I highly recommend reading the original article as well as the snarktank/ralph implementation that was created since. The idea is simple yet powerful: create a detailed spec, set up the AI agent, let it run and learn in an autonomous loop until it completes the spec implementation. This post documents my experiment that became a production feature.
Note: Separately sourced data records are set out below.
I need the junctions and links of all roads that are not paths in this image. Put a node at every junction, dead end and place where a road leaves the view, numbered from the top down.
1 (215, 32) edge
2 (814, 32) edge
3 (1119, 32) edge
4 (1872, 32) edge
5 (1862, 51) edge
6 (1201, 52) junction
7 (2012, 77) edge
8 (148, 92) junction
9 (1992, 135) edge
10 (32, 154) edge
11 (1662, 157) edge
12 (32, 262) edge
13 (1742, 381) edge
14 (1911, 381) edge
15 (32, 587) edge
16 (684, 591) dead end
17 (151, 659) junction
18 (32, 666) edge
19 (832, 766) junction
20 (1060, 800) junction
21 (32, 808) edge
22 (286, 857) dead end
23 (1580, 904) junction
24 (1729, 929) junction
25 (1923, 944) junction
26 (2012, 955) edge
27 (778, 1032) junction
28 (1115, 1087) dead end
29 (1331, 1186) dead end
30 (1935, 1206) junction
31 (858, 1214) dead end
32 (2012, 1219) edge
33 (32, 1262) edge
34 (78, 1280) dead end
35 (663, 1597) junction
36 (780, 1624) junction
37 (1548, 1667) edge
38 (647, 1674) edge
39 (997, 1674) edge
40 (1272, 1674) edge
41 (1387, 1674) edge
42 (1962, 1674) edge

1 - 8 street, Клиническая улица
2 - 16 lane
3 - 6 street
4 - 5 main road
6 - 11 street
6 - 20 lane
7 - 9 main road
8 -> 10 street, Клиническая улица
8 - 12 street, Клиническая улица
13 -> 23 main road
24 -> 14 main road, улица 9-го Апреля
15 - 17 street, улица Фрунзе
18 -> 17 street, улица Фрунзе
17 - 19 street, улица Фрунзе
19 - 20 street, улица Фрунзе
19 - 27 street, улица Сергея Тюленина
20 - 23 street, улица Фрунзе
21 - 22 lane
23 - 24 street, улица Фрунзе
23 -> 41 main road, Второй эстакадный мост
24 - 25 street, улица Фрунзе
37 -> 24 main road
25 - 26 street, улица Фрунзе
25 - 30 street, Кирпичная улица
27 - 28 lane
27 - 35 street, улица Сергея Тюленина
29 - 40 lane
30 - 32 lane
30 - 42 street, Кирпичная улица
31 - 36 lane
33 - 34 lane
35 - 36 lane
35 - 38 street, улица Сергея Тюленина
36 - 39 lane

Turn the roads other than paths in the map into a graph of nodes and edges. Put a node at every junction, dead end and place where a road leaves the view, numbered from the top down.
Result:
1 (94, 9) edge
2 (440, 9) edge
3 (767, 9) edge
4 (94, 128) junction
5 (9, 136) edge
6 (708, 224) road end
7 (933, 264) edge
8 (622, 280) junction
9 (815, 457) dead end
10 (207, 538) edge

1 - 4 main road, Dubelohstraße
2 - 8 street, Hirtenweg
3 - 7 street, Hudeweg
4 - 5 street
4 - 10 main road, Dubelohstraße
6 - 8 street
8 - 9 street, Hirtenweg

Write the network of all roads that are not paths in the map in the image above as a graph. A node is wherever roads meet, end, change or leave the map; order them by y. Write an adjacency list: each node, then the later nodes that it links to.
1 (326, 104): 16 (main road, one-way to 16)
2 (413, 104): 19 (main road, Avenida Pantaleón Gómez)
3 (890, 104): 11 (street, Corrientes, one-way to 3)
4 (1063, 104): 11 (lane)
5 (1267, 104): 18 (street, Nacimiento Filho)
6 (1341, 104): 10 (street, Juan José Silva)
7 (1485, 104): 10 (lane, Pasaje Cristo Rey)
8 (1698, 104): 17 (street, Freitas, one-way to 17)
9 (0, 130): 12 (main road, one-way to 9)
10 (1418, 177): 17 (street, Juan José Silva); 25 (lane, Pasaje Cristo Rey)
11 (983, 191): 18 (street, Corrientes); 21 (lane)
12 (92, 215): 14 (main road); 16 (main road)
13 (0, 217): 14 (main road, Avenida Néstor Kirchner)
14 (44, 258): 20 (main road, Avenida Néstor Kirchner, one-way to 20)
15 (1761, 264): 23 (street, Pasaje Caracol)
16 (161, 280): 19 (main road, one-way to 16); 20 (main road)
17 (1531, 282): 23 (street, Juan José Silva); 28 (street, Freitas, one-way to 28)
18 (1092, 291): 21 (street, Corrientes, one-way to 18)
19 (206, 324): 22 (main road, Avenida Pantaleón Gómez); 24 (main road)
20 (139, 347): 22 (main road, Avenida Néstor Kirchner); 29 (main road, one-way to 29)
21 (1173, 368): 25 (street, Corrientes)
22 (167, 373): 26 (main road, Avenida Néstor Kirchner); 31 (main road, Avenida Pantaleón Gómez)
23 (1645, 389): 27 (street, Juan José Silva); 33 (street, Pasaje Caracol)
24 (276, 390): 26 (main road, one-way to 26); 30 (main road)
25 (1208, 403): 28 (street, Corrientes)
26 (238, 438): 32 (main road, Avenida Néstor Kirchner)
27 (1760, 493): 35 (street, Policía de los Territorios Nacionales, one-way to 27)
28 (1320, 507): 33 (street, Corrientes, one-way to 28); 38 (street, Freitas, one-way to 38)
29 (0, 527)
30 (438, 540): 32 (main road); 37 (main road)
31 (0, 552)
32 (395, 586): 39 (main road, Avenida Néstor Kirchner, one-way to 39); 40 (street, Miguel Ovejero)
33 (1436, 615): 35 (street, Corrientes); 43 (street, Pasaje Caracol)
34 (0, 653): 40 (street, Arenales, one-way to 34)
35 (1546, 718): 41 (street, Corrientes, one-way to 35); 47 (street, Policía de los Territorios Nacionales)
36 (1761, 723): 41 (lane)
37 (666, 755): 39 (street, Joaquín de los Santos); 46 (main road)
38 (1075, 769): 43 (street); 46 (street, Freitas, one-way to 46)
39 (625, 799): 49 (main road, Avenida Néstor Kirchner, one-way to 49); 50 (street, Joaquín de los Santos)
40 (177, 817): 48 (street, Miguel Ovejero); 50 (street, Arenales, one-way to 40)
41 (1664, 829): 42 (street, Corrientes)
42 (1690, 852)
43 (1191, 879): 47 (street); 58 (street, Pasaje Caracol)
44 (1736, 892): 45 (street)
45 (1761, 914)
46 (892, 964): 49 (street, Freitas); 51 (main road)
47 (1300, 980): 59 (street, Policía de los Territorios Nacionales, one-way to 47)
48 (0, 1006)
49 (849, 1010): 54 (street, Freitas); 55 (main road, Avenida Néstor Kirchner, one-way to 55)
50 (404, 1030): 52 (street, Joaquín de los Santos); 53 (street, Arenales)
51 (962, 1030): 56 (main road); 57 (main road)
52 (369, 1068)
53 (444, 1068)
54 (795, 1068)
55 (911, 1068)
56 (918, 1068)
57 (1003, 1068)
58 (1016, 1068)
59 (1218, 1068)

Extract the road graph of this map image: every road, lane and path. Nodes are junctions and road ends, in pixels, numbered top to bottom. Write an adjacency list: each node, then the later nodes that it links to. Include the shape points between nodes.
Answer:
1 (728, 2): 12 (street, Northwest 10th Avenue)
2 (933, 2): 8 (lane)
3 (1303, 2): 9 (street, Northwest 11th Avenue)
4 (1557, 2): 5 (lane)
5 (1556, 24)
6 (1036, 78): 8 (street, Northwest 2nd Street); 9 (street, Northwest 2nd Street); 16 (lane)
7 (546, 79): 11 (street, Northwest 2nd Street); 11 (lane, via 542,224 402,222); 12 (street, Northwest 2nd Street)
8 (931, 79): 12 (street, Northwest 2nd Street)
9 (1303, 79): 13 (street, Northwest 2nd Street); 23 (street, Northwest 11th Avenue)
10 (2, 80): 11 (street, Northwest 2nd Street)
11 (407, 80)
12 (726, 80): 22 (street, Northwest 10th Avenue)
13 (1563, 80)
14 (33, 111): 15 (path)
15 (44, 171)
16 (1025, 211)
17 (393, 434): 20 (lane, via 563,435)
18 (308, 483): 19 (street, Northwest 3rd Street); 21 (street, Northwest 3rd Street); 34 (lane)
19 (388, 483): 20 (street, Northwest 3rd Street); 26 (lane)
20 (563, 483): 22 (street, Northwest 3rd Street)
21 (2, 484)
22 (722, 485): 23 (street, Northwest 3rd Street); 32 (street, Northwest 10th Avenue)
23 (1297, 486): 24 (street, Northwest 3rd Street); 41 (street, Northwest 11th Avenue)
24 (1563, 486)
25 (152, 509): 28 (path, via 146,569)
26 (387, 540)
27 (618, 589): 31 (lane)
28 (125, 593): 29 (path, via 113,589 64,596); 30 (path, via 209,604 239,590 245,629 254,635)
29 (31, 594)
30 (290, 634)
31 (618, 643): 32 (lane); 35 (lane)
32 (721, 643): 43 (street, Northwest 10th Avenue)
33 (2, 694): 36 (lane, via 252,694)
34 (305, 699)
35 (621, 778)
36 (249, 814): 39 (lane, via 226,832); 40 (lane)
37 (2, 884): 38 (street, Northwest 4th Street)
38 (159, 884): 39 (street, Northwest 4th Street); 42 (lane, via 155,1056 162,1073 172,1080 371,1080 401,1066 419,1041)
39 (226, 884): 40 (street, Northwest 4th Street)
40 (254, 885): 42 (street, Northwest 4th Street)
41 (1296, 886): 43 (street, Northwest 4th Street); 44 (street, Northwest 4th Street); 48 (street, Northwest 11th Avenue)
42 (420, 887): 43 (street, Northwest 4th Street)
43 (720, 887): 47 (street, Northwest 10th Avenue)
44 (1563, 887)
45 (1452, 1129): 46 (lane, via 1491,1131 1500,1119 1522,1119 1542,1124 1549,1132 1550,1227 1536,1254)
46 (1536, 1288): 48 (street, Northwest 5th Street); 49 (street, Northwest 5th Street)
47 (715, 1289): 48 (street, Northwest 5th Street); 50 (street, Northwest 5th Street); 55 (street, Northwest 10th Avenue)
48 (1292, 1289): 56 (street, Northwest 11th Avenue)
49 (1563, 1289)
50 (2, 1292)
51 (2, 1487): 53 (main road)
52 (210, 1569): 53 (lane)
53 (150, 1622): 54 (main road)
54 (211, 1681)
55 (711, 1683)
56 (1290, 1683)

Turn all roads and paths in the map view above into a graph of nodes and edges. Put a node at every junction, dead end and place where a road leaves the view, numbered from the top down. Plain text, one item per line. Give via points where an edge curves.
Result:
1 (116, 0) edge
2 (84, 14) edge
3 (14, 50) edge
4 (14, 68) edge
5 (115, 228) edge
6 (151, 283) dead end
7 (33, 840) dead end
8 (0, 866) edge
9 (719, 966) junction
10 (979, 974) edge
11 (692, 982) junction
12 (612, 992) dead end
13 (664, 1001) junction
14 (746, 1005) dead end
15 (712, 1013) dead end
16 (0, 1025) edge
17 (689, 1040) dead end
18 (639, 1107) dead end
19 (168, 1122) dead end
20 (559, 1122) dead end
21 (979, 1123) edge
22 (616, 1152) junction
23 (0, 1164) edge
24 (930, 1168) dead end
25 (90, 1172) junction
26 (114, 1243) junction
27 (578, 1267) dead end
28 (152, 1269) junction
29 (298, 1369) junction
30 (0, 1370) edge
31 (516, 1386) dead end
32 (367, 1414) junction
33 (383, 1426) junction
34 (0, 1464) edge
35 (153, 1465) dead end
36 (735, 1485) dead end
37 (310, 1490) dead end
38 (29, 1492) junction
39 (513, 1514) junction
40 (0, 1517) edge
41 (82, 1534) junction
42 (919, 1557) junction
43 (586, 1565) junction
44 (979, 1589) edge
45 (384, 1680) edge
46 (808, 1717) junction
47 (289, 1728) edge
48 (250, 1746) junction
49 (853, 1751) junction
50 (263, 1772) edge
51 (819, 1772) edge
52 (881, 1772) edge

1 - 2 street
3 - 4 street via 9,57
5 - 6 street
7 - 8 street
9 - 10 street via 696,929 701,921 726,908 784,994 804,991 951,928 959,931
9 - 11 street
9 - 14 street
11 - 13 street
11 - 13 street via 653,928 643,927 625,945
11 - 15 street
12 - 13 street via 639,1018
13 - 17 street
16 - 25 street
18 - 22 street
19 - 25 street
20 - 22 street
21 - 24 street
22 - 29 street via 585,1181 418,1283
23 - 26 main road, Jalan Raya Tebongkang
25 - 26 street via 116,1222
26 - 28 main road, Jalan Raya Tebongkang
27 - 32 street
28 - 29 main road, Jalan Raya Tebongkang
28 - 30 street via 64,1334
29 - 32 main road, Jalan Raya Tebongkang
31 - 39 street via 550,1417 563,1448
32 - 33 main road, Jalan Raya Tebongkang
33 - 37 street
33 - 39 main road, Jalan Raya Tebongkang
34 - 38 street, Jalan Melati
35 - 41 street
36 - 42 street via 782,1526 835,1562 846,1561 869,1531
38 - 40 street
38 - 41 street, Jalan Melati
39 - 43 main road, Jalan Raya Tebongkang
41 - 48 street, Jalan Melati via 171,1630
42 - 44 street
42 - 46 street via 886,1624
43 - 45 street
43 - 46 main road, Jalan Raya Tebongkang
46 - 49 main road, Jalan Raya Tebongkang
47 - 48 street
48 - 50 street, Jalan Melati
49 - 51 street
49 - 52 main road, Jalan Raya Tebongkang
Note: This post focuses on GitHub Copilot usage. You may use Claude Code with the tooling described in this post but the commands and usage will vary to some extent.

How to Run Ralph

To get started, I used snarktank/ralph to set up my repo with the necessary skills and prompt. However, my license for GitHub Copilot allows me a very high number of premium requests so I wanted to use it instead of Claude Code. Snarktank’s implementation does not support GitHub Copilot and it also uses bash which only works on Linux/Mac, unless you want to run it on Windows with WSL2. Thus, I ported the bash version to a Go version that can be easily installed on Linux, Mac, and Windows with go install github.com/jlucaspains/go-ralph@v1.0.0-alpha1. I also added an init option and adjusted the structure to better suit my needs. You can review my implementation at jlucaspains/go-ralph.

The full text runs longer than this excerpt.